**Task to complete**: Identify and pull out each line of the entries in which "roads" occurs.

**Dataset excerpts**:
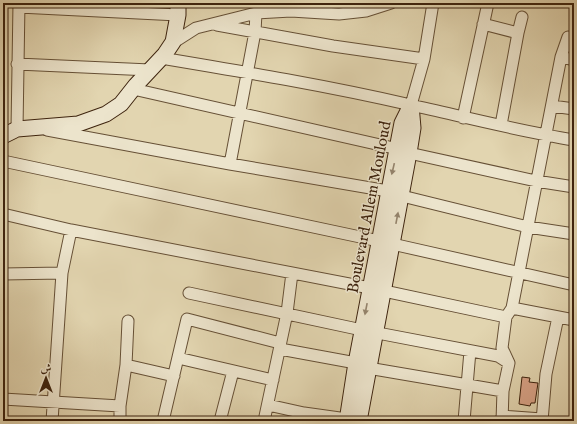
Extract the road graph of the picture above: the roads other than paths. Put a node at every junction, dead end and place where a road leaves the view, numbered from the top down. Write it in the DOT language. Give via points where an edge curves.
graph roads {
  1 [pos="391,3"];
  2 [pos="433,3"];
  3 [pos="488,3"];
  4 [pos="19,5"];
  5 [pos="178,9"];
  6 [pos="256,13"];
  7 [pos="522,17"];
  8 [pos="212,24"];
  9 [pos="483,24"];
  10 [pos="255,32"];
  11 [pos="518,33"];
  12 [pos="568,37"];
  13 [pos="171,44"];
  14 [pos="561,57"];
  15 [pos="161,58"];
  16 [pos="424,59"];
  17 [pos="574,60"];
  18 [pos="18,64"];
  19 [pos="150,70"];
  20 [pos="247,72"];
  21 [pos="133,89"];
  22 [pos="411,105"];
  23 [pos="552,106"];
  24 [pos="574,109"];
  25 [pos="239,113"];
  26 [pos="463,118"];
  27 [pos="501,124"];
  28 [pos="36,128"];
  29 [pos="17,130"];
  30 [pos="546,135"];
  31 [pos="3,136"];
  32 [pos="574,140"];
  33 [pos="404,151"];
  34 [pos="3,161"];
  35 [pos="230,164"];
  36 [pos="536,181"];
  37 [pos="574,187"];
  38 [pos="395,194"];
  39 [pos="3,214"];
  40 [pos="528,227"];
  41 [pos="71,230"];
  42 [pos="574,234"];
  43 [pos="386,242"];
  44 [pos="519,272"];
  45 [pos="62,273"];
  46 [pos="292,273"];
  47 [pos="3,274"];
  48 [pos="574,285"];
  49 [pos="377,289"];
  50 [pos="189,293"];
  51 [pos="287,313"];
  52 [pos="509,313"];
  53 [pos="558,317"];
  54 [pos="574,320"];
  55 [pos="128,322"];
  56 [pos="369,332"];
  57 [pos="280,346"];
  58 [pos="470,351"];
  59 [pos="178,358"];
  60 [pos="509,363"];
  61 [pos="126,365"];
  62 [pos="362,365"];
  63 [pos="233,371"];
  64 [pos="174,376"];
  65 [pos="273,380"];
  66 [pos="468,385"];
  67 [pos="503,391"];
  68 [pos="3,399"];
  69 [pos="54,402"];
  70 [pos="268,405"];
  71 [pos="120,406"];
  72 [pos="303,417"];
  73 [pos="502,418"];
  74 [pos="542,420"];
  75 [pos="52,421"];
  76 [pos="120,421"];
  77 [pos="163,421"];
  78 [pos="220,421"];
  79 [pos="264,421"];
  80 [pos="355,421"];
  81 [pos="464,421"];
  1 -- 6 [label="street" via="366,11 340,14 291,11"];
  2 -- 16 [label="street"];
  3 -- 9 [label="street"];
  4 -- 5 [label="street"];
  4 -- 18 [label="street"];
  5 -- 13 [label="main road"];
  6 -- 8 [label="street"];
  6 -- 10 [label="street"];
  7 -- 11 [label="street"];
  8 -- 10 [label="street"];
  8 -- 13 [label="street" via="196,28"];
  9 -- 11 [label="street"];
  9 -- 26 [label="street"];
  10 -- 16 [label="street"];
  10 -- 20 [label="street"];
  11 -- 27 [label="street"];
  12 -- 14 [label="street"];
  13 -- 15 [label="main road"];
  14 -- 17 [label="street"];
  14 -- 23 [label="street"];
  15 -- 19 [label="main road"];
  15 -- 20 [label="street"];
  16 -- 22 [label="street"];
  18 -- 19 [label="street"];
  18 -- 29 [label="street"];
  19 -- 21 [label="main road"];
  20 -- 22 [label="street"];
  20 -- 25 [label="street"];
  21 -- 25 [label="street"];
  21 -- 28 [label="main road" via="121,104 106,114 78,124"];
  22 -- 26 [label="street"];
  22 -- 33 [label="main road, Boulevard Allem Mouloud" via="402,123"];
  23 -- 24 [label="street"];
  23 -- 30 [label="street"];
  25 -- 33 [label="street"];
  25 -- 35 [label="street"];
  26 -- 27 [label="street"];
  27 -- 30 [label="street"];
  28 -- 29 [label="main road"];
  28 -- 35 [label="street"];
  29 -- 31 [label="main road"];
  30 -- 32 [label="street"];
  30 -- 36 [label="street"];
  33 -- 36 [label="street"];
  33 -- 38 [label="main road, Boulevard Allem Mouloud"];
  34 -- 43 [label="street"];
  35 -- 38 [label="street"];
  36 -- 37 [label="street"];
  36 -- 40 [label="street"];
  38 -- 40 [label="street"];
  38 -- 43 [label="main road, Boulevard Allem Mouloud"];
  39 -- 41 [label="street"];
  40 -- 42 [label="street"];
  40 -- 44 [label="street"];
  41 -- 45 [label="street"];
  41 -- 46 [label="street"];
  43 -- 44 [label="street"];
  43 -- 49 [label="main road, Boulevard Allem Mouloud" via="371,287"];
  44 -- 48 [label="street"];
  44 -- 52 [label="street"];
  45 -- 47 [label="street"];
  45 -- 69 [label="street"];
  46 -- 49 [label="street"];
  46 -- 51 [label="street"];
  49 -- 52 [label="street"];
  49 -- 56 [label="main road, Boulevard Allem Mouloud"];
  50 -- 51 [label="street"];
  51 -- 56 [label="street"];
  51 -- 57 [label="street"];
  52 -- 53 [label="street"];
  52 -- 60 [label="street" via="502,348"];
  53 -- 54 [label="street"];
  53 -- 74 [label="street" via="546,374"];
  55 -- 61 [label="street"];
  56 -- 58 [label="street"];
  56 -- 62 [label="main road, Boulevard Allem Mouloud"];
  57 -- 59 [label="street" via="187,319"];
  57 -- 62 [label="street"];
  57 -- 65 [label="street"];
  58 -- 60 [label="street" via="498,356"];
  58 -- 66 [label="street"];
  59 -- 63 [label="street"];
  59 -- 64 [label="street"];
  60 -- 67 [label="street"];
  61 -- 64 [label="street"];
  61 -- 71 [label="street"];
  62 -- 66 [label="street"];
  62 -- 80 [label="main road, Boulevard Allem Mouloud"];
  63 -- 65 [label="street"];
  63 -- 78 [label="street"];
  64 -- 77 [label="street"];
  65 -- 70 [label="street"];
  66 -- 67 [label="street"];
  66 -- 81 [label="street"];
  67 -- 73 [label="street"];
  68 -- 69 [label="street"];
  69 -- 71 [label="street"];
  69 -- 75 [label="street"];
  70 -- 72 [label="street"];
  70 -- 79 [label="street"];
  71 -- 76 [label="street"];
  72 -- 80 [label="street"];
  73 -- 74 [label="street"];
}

**Task response**:
Extract the road graph of the picture above: the roads other than paths. Put a node at every junction, dead end and place where a road leaves the view, numbered from the top down. Write it in the DOT language. Give via points where an edge curves.
graph roads {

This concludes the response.